**RECORDS PROVIDED:**

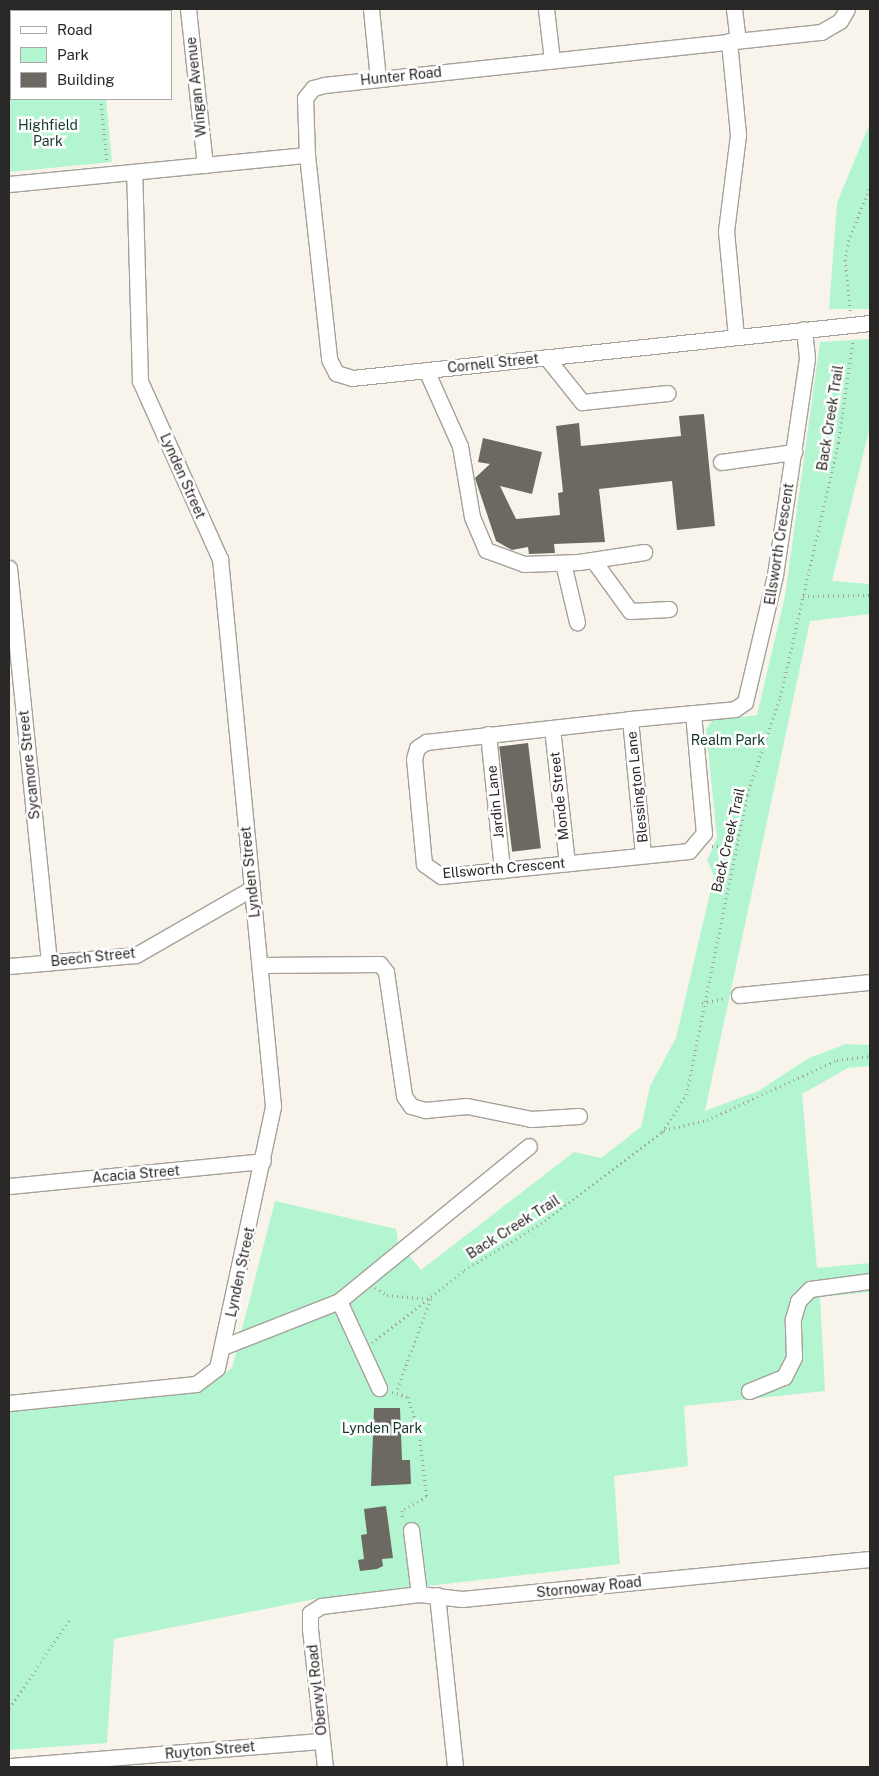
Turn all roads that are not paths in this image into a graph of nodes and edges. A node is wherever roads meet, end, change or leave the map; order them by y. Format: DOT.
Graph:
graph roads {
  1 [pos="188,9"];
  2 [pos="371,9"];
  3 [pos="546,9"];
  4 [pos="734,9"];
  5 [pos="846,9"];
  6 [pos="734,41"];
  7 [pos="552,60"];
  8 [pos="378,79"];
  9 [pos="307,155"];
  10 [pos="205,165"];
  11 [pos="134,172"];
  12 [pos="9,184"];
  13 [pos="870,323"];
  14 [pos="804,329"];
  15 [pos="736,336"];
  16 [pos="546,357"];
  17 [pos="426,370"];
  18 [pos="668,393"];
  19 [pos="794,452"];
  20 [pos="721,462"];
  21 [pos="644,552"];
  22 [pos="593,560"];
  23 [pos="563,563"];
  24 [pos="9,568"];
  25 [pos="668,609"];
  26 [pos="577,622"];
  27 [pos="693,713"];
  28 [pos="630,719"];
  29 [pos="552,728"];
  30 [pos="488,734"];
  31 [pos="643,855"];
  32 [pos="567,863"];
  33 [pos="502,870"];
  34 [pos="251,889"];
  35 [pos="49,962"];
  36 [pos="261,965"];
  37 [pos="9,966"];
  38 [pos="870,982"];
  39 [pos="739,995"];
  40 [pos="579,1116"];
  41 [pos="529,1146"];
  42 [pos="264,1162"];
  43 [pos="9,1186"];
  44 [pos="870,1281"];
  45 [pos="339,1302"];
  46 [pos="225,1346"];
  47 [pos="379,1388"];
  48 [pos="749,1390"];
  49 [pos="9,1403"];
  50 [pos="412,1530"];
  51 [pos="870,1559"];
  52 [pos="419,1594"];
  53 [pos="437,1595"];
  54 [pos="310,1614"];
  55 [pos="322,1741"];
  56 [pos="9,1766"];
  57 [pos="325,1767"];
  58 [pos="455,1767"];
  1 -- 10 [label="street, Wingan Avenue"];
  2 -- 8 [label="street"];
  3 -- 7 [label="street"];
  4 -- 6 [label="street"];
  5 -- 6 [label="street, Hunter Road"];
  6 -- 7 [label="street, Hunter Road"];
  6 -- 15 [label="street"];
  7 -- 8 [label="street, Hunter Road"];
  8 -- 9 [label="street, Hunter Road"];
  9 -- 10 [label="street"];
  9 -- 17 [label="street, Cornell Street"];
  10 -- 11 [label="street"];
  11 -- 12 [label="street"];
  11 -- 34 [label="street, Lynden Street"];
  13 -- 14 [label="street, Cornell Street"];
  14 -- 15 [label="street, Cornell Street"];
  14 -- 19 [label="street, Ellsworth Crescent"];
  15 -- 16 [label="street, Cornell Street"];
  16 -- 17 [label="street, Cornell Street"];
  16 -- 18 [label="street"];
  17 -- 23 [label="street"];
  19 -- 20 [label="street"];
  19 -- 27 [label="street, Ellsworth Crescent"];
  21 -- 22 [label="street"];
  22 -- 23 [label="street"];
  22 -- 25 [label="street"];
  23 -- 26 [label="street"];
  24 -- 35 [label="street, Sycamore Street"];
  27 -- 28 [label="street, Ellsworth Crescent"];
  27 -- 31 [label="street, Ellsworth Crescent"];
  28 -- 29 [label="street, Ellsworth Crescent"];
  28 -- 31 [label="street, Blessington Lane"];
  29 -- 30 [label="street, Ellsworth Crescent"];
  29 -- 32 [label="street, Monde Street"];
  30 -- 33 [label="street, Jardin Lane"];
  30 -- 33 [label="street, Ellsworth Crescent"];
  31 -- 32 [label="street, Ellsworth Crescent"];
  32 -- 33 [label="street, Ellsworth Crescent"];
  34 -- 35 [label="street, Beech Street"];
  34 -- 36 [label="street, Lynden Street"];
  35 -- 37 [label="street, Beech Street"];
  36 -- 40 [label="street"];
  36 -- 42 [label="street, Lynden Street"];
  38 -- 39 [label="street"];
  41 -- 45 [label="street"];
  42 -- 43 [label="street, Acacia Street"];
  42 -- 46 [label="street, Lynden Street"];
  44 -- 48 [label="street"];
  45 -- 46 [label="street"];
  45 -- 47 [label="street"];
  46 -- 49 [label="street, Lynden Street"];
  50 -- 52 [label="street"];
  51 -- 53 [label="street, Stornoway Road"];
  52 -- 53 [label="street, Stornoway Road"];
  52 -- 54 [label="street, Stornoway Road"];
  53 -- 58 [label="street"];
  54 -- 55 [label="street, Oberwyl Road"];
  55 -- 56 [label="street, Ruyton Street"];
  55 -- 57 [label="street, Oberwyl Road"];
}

--

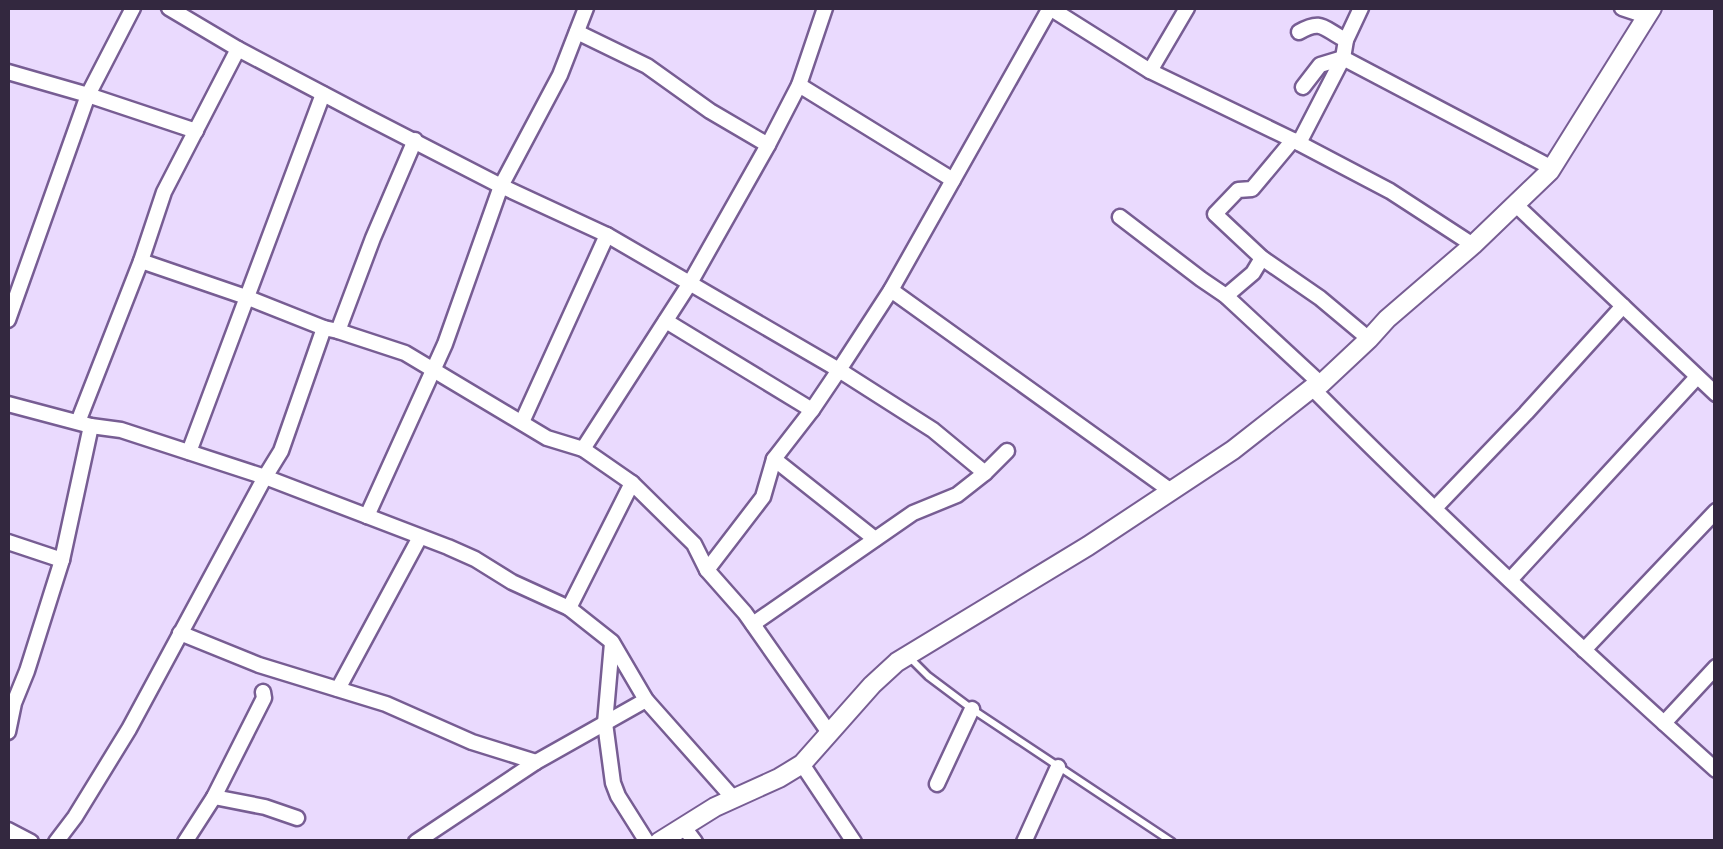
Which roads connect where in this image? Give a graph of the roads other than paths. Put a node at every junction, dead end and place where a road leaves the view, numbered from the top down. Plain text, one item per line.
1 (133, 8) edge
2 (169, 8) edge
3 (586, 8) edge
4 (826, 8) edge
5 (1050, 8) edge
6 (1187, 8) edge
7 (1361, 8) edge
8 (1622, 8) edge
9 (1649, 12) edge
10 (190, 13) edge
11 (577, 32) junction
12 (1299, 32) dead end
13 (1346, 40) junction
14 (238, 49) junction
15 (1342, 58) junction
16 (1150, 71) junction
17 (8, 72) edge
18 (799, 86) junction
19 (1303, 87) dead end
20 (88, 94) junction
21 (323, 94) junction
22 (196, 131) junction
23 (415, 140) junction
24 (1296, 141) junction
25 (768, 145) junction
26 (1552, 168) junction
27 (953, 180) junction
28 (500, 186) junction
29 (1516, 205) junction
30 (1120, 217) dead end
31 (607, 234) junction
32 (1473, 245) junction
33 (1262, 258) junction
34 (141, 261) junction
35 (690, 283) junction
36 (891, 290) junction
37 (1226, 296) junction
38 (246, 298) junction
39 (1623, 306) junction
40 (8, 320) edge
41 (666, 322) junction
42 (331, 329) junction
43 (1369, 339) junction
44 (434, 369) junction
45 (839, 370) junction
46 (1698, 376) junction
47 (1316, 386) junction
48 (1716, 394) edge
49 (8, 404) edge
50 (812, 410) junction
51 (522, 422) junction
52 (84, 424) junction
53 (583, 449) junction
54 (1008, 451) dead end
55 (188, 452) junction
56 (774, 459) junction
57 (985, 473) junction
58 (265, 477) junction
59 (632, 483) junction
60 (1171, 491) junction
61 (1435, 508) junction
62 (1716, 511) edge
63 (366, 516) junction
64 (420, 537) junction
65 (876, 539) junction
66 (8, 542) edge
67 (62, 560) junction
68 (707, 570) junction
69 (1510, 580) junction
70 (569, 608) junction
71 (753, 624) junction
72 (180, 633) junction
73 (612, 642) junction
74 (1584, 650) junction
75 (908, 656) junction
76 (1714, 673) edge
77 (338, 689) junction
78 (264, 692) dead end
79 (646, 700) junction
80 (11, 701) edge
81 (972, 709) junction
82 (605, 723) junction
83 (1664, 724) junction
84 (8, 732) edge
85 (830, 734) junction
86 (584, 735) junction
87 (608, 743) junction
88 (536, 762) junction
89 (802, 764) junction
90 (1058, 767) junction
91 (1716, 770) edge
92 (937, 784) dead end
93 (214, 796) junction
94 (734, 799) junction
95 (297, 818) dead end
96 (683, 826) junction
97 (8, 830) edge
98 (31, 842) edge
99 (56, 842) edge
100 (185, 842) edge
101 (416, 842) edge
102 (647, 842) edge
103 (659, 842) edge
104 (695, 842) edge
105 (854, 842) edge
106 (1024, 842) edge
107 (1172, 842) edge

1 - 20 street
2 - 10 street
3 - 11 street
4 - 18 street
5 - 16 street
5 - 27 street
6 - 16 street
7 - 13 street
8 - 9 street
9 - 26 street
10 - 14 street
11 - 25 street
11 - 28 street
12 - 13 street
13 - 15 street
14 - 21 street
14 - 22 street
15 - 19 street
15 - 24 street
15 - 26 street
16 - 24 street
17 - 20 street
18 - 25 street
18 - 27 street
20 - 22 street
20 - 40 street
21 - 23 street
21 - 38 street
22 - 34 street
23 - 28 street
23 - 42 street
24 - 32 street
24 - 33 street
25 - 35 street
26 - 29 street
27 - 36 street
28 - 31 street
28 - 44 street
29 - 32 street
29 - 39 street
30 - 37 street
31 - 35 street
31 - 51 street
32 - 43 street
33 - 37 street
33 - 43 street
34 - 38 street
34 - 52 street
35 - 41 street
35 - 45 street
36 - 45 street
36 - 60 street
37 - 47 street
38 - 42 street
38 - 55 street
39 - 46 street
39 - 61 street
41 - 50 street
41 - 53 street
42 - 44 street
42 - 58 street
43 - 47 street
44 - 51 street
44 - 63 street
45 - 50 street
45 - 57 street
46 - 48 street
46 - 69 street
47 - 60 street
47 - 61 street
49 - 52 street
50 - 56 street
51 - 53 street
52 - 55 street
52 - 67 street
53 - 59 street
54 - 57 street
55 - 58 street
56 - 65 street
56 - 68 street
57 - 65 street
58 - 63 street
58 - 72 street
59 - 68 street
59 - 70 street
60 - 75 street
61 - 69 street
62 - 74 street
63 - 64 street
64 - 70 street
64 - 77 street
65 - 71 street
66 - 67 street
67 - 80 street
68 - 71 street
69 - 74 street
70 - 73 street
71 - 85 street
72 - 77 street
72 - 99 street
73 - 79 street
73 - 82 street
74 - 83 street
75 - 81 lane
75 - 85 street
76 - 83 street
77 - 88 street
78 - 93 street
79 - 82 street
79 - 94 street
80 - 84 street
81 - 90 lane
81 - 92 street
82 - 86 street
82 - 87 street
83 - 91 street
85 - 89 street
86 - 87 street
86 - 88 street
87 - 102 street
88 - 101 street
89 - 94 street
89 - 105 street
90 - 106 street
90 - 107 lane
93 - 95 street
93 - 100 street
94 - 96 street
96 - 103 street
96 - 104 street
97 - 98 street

**WORK REQUIRED:** Every line above in which the word "Hunter" is present must be copied into the answer.

**EXERCISE RESULT:**
  5 -- 6 [label="street, Hunter Road"];
  6 -- 7 [label="street, Hunter Road"];
  7 -- 8 [label="street, Hunter Road"];
  8 -- 9 [label="street, Hunter Road"];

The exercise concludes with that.